Search the data below for the word "Vereda" and copy each line that holds it.

(Stored items from a collection)

★ ★ ★ ★ ★ ★ ★

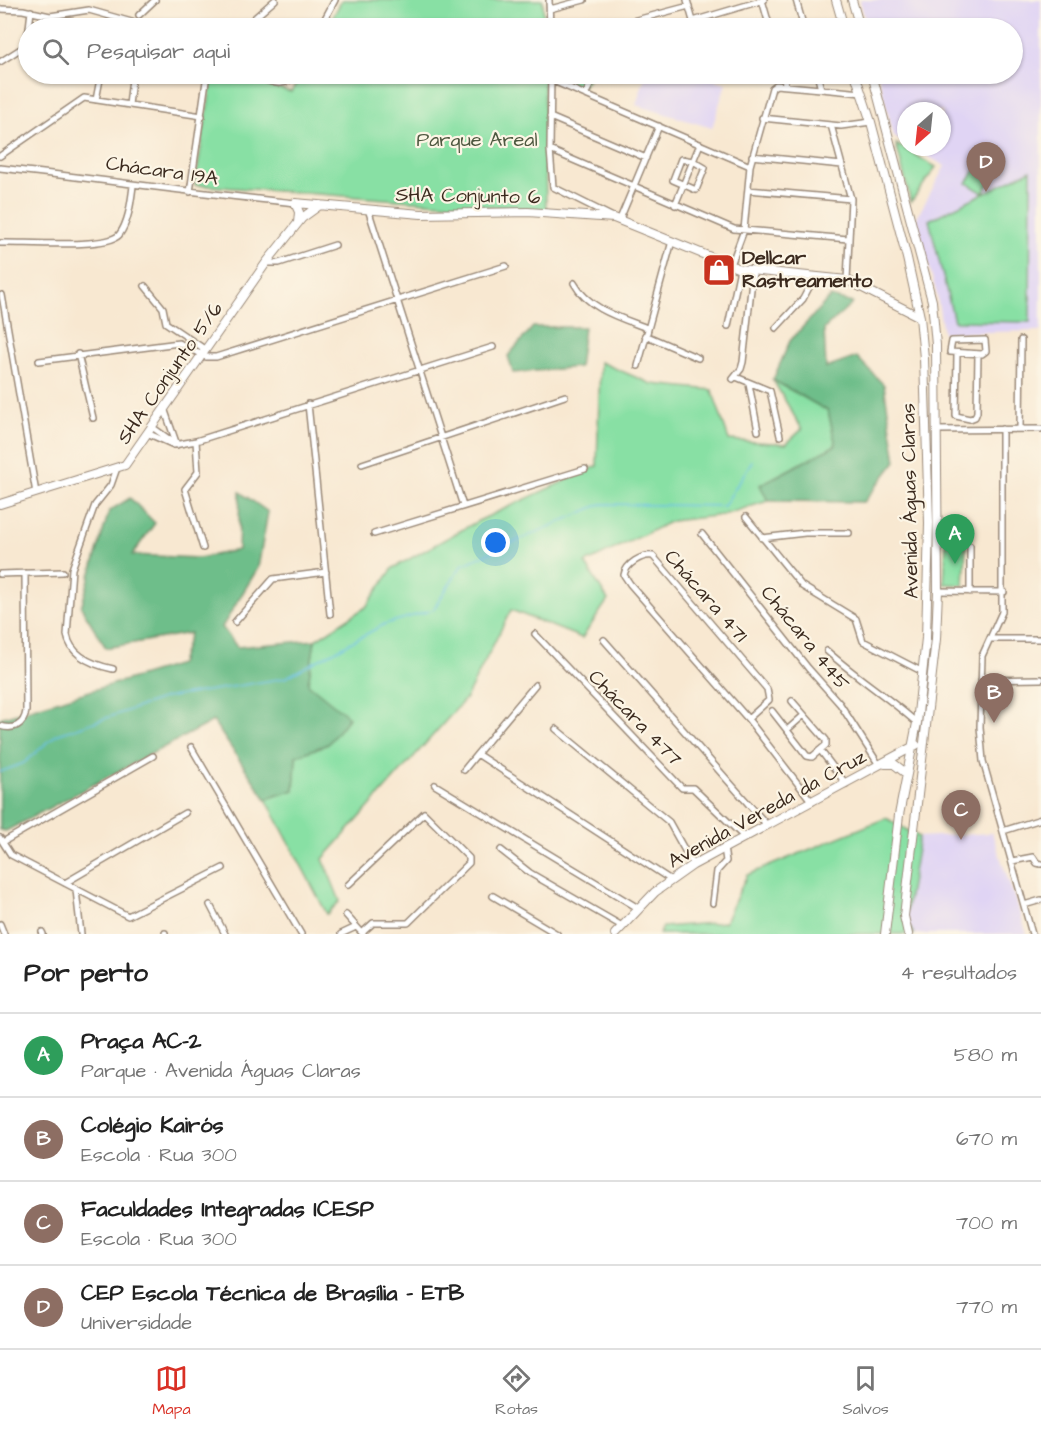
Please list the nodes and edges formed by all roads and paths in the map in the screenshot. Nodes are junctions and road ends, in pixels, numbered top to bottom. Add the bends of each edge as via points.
1 (155, 0) edge
2 (275, 0) edge
3 (335, 0) edge
4 (549, 0) edge
5 (584, 0) edge
6 (763, 0) edge
7 (796, 0) edge
8 (836, 0) edge
9 (852, 0) edge
10 (688, 3) edge
11 (0, 9) edge
12 (550, 9) junction
13 (32, 11) junction
14 (139, 15) dead end
15 (31, 18) edge
16 (117, 18) edge
17 (254, 18) edge
18 (325, 18) edge
19 (550, 18) edge
20 (639, 18) edge
21 (692, 18) edge
22 (703, 18) edge
23 (768, 18) edge
24 (801, 18) edge
25 (841, 18) edge
26 (857, 18) edge
27 (18, 50) edge
28 (0, 62) edge
29 (99, 84) edge
30 (131, 84) edge
31 (206, 84) edge
32 (551, 84) edge
33 (564, 84) edge
34 (591, 84) edge
35 (820, 84) edge
36 (859, 84) edge
37 (875, 84) edge
38 (786, 86) joint
39 (821, 89) junction
40 (862, 93) junction
41 (585, 95) junction
42 (96, 100) junction
43 (129, 105) junction
44 (202, 116) junction
45 (550, 117) junction
46 (762, 118) junction
47 (871, 122) junction
48 (831, 125) junction
49 (659, 126) junction
50 (700, 144) junction
51 (550, 150) junction
52 (0, 156) edge
53 (752, 156) junction
54 (646, 158) junction
55 (693, 161) junction
56 (842, 165) junction
57 (750, 166) junction
58 (0, 168) edge
59 (133, 186) junction
60 (684, 186) junction
61 (633, 187) junction
62 (748, 190) junction
63 (189, 192) junction
64 (851, 199) junction
65 (295, 203) junction
66 (321, 205) junction
67 (675, 205) junction
68 (368, 209) junction
69 (617, 218) junction
70 (298, 223) junction
71 (744, 230) junction
72 (848, 239) junction
73 (672, 241) junction
74 (0, 243) edge
75 (335, 245) dead end
76 (922, 256) junction
77 (907, 258) junction
78 (266, 263) junction
79 (730, 265) junction
80 (506, 266) dead end
81 (740, 269) junction
82 (753, 271) junction
83 (815, 276) junction
84 (847, 280) junction
85 (574, 283) dead end
86 (145, 286) dead end
87 (2, 295) dead end
88 (396, 299) junction
89 (918, 308) junction
90 (909, 312) junction
91 (920, 317) junction
92 (728, 326) dead end
93 (776, 328) dead end
94 (646, 332) junction
95 (1021, 340) dead end
96 (922, 345) junction
97 (936, 345) junction
98 (493, 346) dead end
99 (203, 352) junction
100 (78, 354) junction
101 (957, 354) junction
102 (978, 354) junction
103 (698, 358) dead end
104 (39, 361) dead end
105 (638, 366) dead end
106 (419, 369) junction
107 (749, 384) junction
108 (565, 396) dead end
109 (308, 404) junction
110 (164, 408) junction
111 (93, 418) dead end
112 (967, 419) junction
113 (968, 429) junction
114 (1002, 429) junction
115 (1020, 429) junction
116 (1041, 429) edge
117 (149, 430) junction
118 (936, 430) junction
119 (758, 431) dead end
120 (780, 436) dead end
121 (442, 437) junction
122 (196, 441) junction
123 (177, 445) junction
124 (362, 464) dead end
125 (117, 468) junction
126 (585, 469) dead end
127 (36, 493) junction
128 (0, 504) edge
129 (463, 506) junction
130 (746, 517) dead end
131 (849, 533) dead end
132 (374, 534) dead end
133 (702, 534) dead end
134 (762, 538) junction
135 (970, 546) dead end
136 (203, 548) dead end
137 (63, 572) dead end
138 (326, 572) junction
139 (25, 573) junction
140 (0, 574) edge
141 (938, 591) junction
142 (970, 592) junction
143 (1004, 592) junction
144 (330, 614) dead end
145 (235, 622) dead end
146 (535, 634) dead end
147 (926, 638) junction
148 (936, 639) junction
149 (991, 639) junction
150 (1041, 639) edge
151 (604, 640) dead end
152 (827, 651) dead end
153 (113, 669) dead end
154 (923, 672) junction
155 (1041, 679) edge
156 (981, 680) junction
157 (535, 685) dead end
158 (792, 701) dead end
159 (772, 711) dead end
160 (804, 715) junction
161 (748, 719) junction
162 (917, 723) junction
163 (0, 726) edge
164 (556, 729) dead end
165 (787, 730) junction
166 (913, 745) junction
167 (191, 747) dead end
168 (820, 750) junction
169 (477, 754) junction
170 (923, 754) junction
171 (153, 756) dead end
172 (881, 764) junction
173 (464, 770) dead end
174 (907, 774) junction
175 (846, 784) junction
176 (435, 785) dead end
177 (812, 802) junction
178 (185, 813) dead end
179 (1041, 819) edge
180 (767, 825) junction
181 (1003, 831) junction
182 (744, 837) junction
183 (1, 840) edge
184 (724, 848) junction
185 (501, 850) dead end
186 (1041, 854) edge
187 (1033, 857) junction
188 (1012, 861) junction
189 (1041, 864) edge
190 (693, 865) junction
191 (223, 867) dead end
192 (671, 880) junction
193 (65, 883) junction
194 (348, 885) dead end
195 (76, 890) junction
196 (493, 896) dead end
197 (1041, 900) edge
198 (713, 903) dead end
199 (210, 905) dead end
200 (1024, 905) junction
201 (638, 908) junction
202 (346, 915) dead end
203 (0, 924) edge
204 (622, 926) junction
205 (356, 927) junction
206 (362, 933) edge
207 (4, 934) edge
208 (81, 934) edge
209 (225, 934) edge
210 (302, 934) edge
211 (341, 934) edge
212 (557, 934) edge
213 (615, 934) edge
214 (885, 934) edge
215 (908, 934) edge
216 (1032, 934) edge

1 - 14 street
2 - 17 street
3 - 18 street
4 - 12 street
5 - 12 street
6 - 22 street
6 - 23 street
7 - 24 street
8 - 25 main road
9 - 26 main road
10 - 20 street
10 - 21 street
11 - 13 street
12 - 19 street
13 - 15 street
13 - 16 street via 50,16 89,10
27 - 28 street
29 - 42 street
30 - 43 street
31 - 44 street
32 - 45 street
33 - 41 street
34 - 41 street
35 - 39 street
36 - 40 main road, Avenida Águas Claras
37 - 76 main road, Avenida Águas Claras
38 - 39 street
38 - 46 street via 772,88
39 - 40 street
40 - 47 main road, Avenida Águas Claras
41 - 49 street
42 - 43 street
42 - 52 street via 84,98 76,102
43 - 44 street
44 - 63 street
45 - 51 street
45 - 54 street
46 - 48 street
46 - 53 street
47 - 48 street
47 - 77 main road, Avenida Águas Claras
48 - 56 street
49 - 50 street
49 - 54 street
50 - 55 street
50 - 57 street
51 - 61 street
51 - 69 street via 555,189
53 - 56 street
53 - 57 street
54 - 61 street
55 - 60 street
55 - 60 street via 681,159 674,177 674,182
55 - 60 street via 704,167 704,172 696,190
56 - 64 street
57 - 62 street
58 - 59 street, Chácara 19A
59 - 63 street, Chácara 19A
59 - 74 street via 124,224 110,241 59,245
60 - 67 street
61 - 67 street
61 - 69 street
62 - 64 street
62 - 71 street
63 - 65 street, Chácara 19A
64 - 72 street
65 - 66 main road, Chácara 19A
65 - 70 main road
66 - 68 main road, SHA Conjunto 6
66 - 70 main road, SHA Conjunto 5/6
67 - 71 street via 734,230
68 - 69 main road, SHA Conjunto 6 via 421,214 528,212
68 - 88 street
69 - 73 main road, SHA Conjunto 6
70 - 78 main road, SHA Conjunto 5/6
71 - 72 street
71 - 79 street
72 - 84 street
73 - 79 main road, SHA Conjunto 6
73 - 94 street
75 - 78 street via 279,263
76 - 77 main road
76 - 97 main road, Avenida Águas Claras
77 - 89 main road, Avenida Águas Claras
78 - 99 main road, SHA Conjunto 5/6
79 - 81 main road, SHA Conjunto 6
80 - 88 street
81 - 82 main road, SHA Conjunto 6
81 - 92 street
82 - 83 main road, SHA Conjunto 6
82 - 107 street via 744,355 734,378
83 - 84 main road, SHA Conjunto 6
83 - 93 street via 803,299
84 - 90 main road
85 - 94 street via 597,306
86 - 99 street via 163,308 166,323
87 - 127 street
88 - 99 street via 227,355 209,358
88 - 106 street
89 - 90 main road
89 - 91 main road, Avenida Águas Claras
90 - 91 main road
91 - 96 main road, Avenida Águas Claras
94 - 103 street
94 - 105 street
95 - 115 street
96 - 97 main road
96 - 147 main road, Avenida Águas Claras via 929,514
97 - 118 main road, Avenida Águas Claras
98 - 106 street
99 - 100 street via 179,343
99 - 110 main road, SHA Conjunto 5/6
100 - 104 street
100 - 111 street
101 - 102 street
101 - 102 street via 950,352 952,341 985,340 986,352
101 - 112 street via 956,416
102 - 112 street via 977,411 975,417
106 - 109 street
106 - 121 street
107 - 119 street
107 - 120 street via 770,391
108 - 121 street
109 - 122 street
109 - 138 street
110 - 117 main road, SHA Conjunto 5/6
110 - 123 street
112 - 113 street
113 - 114 street
113 - 118 street
114 - 115 street
114 - 143 street
115 - 116 street
117 - 123 street
117 - 125 main road, SHA Conjunto 5/6 via 128,462
118 - 141 main road, Avenida Águas Claras
121 - 124 street
121 - 129 street
122 - 123 street
122 - 136 street via 198,469 185,489
125 - 127 main road, SHA Conjunto 5/6
125 - 153 street via 111,485 95,505 72,569 67,635 80,656
126 - 129 street
127 - 128 main road, SHA Conjunto 5/6
129 - 132 street
130 - 134 street
131 - 134 street
133 - 172 street, Chácara 445 via 840,704
134 - 154 street via 807,591 856,619 867,644
135 - 142 street
137 - 139 street
138 - 144 street
138 - 145 street via 273,579
139 - 140 street
139 - 163 street via 25,717 21,724
141 - 142 street
141 - 148 main road, Avenida Águas Claras
142 - 143 street
143 - 149 street via 1002,612
146 - 182 street, Chácara 477 via 682,789 693,789
147 - 148 main road
147 - 154 main road, Avenida Águas Claras
148 - 170 main road, Avenida Águas Claras
149 - 150 street
149 - 156 street via 982,656
151 - 180 street
152 - 162 street
154 - 162 main road, Avenida Águas Claras
155 - 156 street
156 - 181 street via 983,761
157 - 169 street
158 - 160 street
159 - 165 street
160 - 165 street
160 - 168 street via 826,740
161 - 161 street, Chácara 471 via 630,584 624,575 628,567 642,557 653,556 767,689 769,699
161 - 177 street, Chácara 471
162 - 166 main road, Avenida Águas Claras
164 - 190 street via 669,822
165 - 168 street via 807,756 812,757
166 - 170 main road
166 - 172 main road, Avenida Vereda da Cruz
166 - 174 main road, Avenida Águas Claras
167 - 210 street
168 - 175 street
169 - 173 street
169 - 192 street
170 - 215 main road, Avenida Águas Claras via 904,916
171 - 183 street
172 - 174 main road, Avenida Vereda da Cruz via 894,764
172 - 175 main road, Avenida Vereda da Cruz
174 - 214 main road, Avenida Águas Claras
175 - 177 main road, Avenida Vereda da Cruz
176 - 201 street
177 - 180 main road, Avenida Vereda da Cruz
178 - 193 street
179 - 181 street
180 - 182 main road, Avenida Vereda da Cruz
181 - 188 street
182 - 184 main road, Avenida Vereda da Cruz
183 - 193 street via 11,855
184 - 190 main road, Avenida Vereda da Cruz
184 - 198 street via 726,861 716,876
185 - 204 street via 530,873
186 - 187 street
187 - 188 street
187 - 189 street
188 - 200 street
190 - 192 main road, Avenida Vereda da Cruz
191 - 195 street via 131,916
192 - 201 main road, Avenida Vereda da Cruz
193 - 195 street
194 - 206 street via 421,814 427,814 469,858 469,863 408,924 373,922
195 - 208 street
196 - 212 street
197 - 200 street
199 - 209 street
200 - 216 street
201 - 204 main road, Avenida Vereda da Cruz
202 - 205 street
203 - 207 street
204 - 213 main road, Avenida Vereda da Cruz
205 - 206 street
205 - 211 street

★ ★ ★ ★ ★ ★ ★

__TASK RESPONSE__:
166 - 172 main road, Avenida Vereda da Cruz
172 - 174 main road, Avenida Vereda da Cruz via 894,764
172 - 175 main road, Avenida Vereda da Cruz
175 - 177 main road, Avenida Vereda da Cruz
177 - 180 main road, Avenida Vereda da Cruz
180 - 182 main road, Avenida Vereda da Cruz
182 - 184 main road, Avenida Vereda da Cruz
184 - 190 main road, Avenida Vereda da Cruz
190 - 192 main road, Avenida Vereda da Cruz
192 - 201 main road, Avenida Vereda da Cruz
201 - 204 main road, Avenida Vereda da Cruz
204 - 213 main road, Avenida Vereda da Cruz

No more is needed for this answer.